Copy every line from the data below in which the string "number" can be found.

=-=-=

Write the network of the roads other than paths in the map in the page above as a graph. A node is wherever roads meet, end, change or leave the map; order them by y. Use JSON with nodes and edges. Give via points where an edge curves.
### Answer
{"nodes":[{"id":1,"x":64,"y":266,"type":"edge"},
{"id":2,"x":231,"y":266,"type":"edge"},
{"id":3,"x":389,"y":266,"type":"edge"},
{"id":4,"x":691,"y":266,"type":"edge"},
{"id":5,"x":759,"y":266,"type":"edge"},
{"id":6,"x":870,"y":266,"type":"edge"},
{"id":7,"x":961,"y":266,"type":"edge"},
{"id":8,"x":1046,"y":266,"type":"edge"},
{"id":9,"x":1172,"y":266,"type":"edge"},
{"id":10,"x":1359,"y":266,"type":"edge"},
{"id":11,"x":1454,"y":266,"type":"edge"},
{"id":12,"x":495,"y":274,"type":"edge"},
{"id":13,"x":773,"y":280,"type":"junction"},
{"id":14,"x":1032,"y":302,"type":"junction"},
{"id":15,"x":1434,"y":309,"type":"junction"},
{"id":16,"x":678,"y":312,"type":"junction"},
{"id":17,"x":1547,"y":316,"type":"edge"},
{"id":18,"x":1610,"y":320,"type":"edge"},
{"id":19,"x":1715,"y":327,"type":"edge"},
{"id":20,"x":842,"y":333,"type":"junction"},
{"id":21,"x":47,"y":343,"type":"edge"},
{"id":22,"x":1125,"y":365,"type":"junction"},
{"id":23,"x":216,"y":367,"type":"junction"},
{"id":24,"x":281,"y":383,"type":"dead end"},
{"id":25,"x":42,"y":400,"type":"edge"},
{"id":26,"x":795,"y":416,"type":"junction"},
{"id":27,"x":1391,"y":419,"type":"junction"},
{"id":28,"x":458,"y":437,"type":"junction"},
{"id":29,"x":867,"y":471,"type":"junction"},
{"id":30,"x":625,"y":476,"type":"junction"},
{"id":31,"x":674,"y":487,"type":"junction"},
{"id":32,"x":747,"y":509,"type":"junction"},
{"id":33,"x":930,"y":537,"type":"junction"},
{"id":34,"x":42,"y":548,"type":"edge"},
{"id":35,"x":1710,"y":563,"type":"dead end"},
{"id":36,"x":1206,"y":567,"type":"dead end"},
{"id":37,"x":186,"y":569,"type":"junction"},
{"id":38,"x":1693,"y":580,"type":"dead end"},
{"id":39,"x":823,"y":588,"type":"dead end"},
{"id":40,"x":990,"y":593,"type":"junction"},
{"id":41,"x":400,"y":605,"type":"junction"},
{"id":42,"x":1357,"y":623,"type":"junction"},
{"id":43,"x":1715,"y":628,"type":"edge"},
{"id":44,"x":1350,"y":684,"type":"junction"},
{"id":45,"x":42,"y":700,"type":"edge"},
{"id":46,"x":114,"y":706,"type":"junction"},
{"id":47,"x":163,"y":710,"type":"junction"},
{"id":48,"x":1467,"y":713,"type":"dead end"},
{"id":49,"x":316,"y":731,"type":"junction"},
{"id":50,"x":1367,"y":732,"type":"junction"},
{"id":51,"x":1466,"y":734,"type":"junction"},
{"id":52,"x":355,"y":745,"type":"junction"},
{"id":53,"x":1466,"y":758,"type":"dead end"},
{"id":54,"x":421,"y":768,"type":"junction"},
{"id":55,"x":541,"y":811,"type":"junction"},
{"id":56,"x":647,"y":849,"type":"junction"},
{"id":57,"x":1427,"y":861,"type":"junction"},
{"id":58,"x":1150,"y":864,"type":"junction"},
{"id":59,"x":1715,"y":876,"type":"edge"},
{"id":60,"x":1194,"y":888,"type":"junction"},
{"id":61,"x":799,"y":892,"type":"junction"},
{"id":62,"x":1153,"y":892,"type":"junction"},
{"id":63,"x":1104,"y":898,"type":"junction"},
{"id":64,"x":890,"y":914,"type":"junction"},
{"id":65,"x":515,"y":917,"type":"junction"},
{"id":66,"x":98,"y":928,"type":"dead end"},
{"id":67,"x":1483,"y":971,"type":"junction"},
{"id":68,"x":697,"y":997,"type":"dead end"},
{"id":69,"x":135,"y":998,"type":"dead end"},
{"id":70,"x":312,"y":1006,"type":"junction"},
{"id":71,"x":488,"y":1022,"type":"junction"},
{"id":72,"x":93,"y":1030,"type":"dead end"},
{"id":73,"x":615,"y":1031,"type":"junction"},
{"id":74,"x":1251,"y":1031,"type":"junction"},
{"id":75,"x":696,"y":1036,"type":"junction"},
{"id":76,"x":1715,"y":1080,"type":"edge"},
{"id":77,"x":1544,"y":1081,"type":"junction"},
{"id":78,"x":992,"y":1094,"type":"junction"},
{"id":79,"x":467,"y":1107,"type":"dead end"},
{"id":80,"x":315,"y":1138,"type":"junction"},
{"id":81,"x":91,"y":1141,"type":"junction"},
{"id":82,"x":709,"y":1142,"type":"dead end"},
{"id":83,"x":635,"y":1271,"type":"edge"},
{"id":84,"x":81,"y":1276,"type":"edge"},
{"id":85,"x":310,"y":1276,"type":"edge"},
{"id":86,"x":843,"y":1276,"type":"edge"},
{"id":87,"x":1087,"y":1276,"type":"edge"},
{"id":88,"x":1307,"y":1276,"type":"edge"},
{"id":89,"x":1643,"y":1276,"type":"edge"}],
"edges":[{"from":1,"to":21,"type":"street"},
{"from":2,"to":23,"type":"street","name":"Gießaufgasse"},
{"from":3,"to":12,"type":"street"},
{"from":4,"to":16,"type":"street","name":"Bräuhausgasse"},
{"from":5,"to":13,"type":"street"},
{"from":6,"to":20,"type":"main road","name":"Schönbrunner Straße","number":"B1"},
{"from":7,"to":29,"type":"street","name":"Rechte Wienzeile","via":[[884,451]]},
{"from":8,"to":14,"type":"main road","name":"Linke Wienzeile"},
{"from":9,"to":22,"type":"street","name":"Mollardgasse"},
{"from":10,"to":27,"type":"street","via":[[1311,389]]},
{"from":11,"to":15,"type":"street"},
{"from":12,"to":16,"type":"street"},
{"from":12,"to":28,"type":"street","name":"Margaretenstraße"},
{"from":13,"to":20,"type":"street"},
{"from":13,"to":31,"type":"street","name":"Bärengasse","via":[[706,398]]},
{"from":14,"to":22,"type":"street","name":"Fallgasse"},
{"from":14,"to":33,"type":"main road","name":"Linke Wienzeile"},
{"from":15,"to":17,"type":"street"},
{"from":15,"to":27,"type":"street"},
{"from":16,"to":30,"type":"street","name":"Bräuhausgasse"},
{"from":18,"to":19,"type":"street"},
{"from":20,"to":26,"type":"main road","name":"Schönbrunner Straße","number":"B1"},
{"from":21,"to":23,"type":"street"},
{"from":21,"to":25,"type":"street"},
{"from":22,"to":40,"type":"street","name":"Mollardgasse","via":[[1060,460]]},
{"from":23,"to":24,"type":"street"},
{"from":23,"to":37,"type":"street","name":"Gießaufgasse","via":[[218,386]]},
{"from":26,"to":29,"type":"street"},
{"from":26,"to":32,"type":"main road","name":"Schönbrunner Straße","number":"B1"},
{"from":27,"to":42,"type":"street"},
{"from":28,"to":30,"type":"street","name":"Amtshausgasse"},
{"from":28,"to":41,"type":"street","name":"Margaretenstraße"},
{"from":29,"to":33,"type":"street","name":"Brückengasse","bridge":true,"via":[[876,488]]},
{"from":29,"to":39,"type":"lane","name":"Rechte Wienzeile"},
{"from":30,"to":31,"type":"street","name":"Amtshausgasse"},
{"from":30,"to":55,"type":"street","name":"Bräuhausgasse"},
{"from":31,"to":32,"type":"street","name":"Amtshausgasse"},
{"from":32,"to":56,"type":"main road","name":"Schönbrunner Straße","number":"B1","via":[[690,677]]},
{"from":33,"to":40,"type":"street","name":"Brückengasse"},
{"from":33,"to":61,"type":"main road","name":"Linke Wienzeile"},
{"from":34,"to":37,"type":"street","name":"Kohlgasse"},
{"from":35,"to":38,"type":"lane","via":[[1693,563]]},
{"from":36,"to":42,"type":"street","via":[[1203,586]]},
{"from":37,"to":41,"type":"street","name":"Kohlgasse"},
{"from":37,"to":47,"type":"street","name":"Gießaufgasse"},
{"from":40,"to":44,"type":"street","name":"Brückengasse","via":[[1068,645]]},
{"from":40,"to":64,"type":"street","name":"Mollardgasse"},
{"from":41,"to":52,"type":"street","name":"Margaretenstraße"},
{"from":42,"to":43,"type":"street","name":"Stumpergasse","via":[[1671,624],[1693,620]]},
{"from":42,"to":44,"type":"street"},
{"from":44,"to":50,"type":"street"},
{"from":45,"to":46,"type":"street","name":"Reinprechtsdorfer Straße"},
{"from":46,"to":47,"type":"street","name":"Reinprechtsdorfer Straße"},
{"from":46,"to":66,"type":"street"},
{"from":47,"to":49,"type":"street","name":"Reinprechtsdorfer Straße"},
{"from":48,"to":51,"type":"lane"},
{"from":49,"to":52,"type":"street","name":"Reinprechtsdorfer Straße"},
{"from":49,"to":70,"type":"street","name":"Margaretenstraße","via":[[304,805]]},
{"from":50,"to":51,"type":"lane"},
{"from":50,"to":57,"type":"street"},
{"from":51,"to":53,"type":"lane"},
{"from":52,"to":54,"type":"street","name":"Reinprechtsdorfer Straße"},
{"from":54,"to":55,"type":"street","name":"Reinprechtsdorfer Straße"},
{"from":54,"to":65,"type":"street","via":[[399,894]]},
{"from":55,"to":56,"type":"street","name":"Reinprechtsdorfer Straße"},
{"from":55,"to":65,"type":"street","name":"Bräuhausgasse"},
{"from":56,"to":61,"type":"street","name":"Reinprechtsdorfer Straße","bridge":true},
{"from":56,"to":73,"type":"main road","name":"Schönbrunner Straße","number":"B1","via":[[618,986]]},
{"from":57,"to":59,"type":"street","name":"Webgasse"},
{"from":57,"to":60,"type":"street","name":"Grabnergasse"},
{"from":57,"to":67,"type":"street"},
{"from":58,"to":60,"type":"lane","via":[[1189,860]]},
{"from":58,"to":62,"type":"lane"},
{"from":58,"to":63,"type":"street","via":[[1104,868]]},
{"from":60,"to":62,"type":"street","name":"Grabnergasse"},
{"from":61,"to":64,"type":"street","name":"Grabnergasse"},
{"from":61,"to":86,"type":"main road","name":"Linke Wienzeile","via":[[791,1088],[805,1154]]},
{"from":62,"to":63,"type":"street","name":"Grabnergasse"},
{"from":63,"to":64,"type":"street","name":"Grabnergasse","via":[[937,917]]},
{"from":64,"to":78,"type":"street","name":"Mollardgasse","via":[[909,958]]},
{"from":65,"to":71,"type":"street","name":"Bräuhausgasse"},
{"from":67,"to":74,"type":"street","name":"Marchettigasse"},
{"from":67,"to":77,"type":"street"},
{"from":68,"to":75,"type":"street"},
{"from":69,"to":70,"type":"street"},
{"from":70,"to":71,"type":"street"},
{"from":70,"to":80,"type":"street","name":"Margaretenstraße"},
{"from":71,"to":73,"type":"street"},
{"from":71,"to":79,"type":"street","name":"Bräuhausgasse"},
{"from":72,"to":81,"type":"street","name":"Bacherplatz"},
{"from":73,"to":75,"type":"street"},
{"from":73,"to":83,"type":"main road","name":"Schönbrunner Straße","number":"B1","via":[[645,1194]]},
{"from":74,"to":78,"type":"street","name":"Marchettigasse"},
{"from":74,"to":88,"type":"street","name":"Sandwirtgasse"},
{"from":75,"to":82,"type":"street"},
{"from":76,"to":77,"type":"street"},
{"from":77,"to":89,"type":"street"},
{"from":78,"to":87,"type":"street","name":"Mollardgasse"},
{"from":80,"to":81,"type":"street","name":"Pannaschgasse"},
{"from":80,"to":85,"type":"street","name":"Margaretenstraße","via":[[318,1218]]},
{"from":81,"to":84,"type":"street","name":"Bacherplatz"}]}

=-=-=

• EXERCISE ANSWER
{"from":6,"to":20,"type":"main road","name":"Schönbrunner Straße","number":"B1"},
{"from":20,"to":26,"type":"main road","name":"Schönbrunner Straße","number":"B1"},
{"from":26,"to":32,"type":"main road","name":"Schönbrunner Straße","number":"B1"},
{"from":32,"to":56,"type":"main road","name":"Schönbrunner Straße","number":"B1","via":[[690,677]]},
{"from":56,"to":73,"type":"main road","name":"Schönbrunner Straße","number":"B1","via":[[618,986]]},
{"from":73,"to":83,"type":"main road","name":"Schönbrunner Straße","number":"B1","via":[[645,1194]]},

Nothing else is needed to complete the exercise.